When running CREATE INDEX CONCURRENTLY, the DefineIndex() code in 
src/backend/commands/indexcmds.c does a few things that one would expect 
from the documentation.  And then at the end it executes code described 
like this:

"The index is now valid in the sense that it contains all currently 
interesting tuples.  But since it might not contain tuples deleted just 
before the reference snap was taken, we have to wait out any 
transactions that might have older snapshots.  Obtain a list of VXIDs of 
such transactions, and wait for them individually."

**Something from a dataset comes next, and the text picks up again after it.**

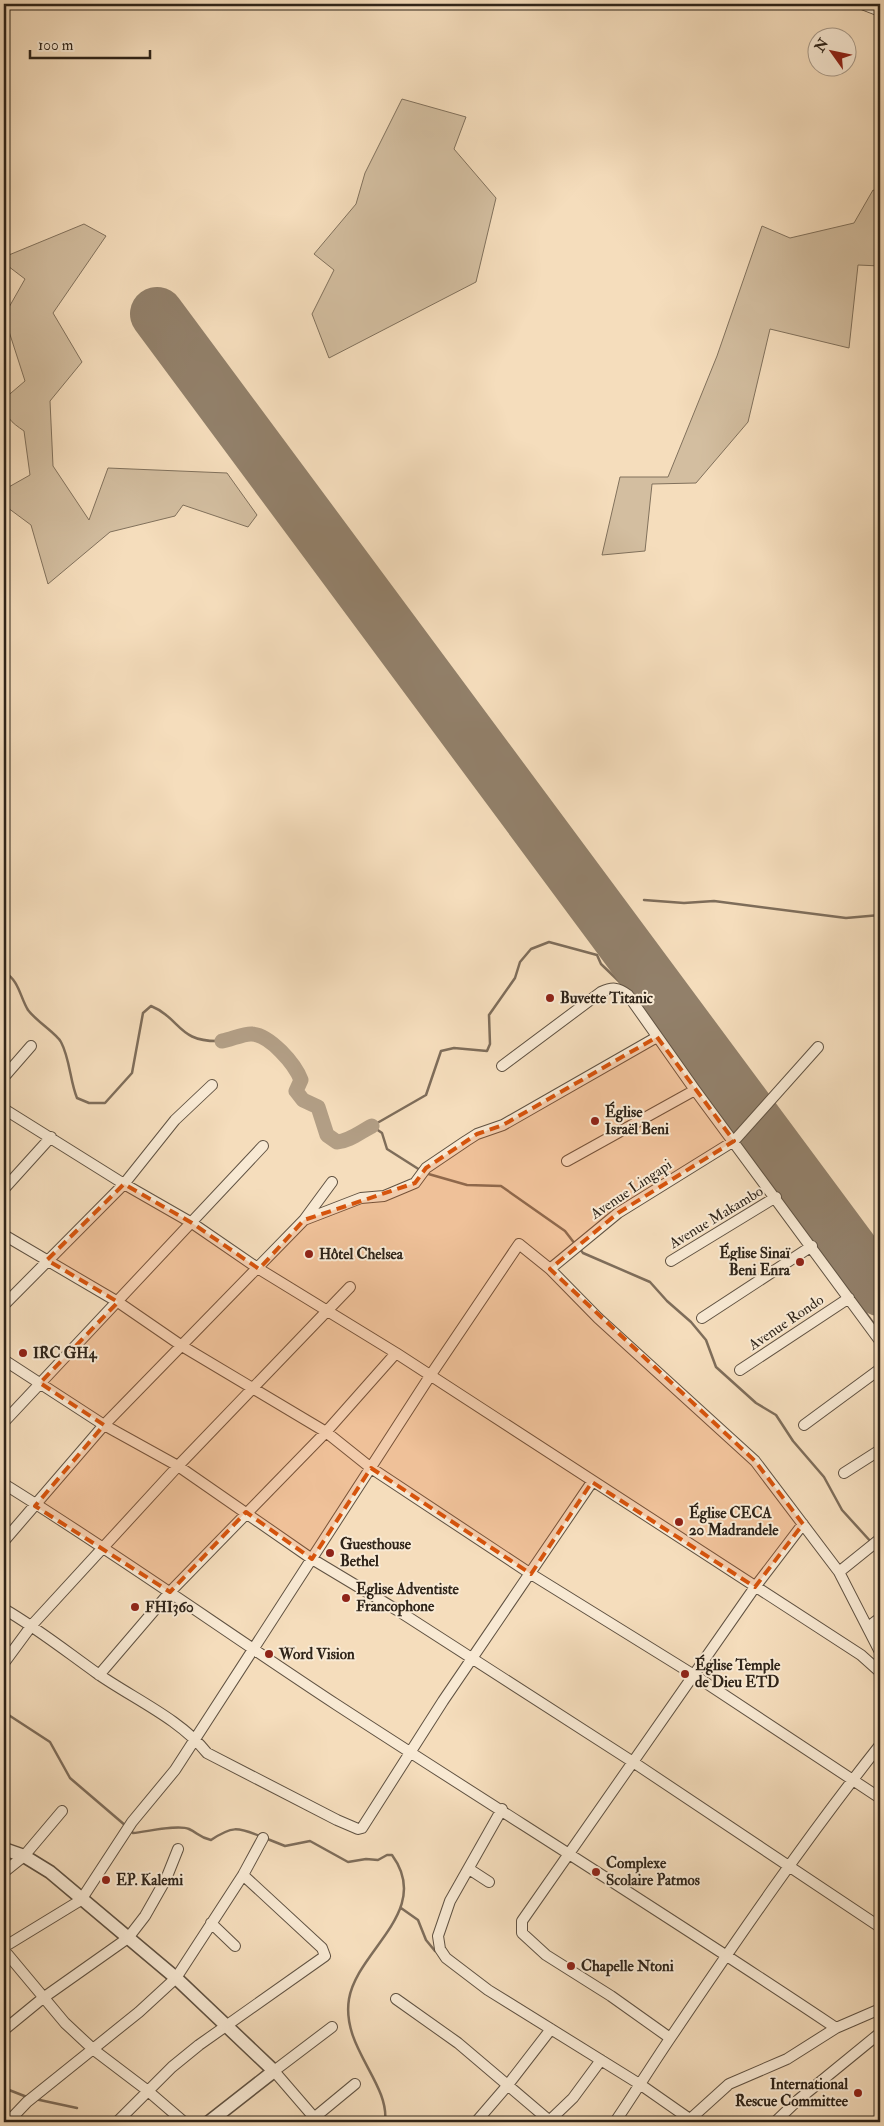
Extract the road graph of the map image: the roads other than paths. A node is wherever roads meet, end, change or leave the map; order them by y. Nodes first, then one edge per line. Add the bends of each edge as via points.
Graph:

It's possible to end up with a long series in pg_locks waiting for 
virtualxid entries at this point, for as long as some set of giant 
queries takes to execute, and you'll only see them one at a time.  The 
documentation warns:

"PostgreSQL must perform two scans of the table, and in addition it must 
wait for all existing transactions that could potentially use the index 
to terminate."

That's correct, but easy to read the wrong way.  I always assumed that 
this meant it was going to wait behind anything that had a shared lock 
or such on the table, things that had already accessed it.  This is the 
case with some earlier parts of this same code path.  But when it comes 
to the end here, the scope is actually broader than that.  And since 
there's a session-level lock on the table the whole time this wait loop 
is executing, that makes considerable secondary havoc possible here.  
You can end up waiting an unbounded amount of time for some long-running 
transaction, one not even expected to enter into the rebuild work, to 
finish, which leaves you no idea what's happening unless you know just 
what to look for.  (Watching such havoc actually happen is what prompted 
this investigation)

What makes it worse is that the wait shows up as a virtualxid one, which 
doesn't pop up on many common samples of things to look for in 
pg_locks.  It would be reasonable but also incorrect for admins to 
assume a table one would be visible if running into the case alluded to 
in the docs.  The serial way locks are obtained is unexpected too.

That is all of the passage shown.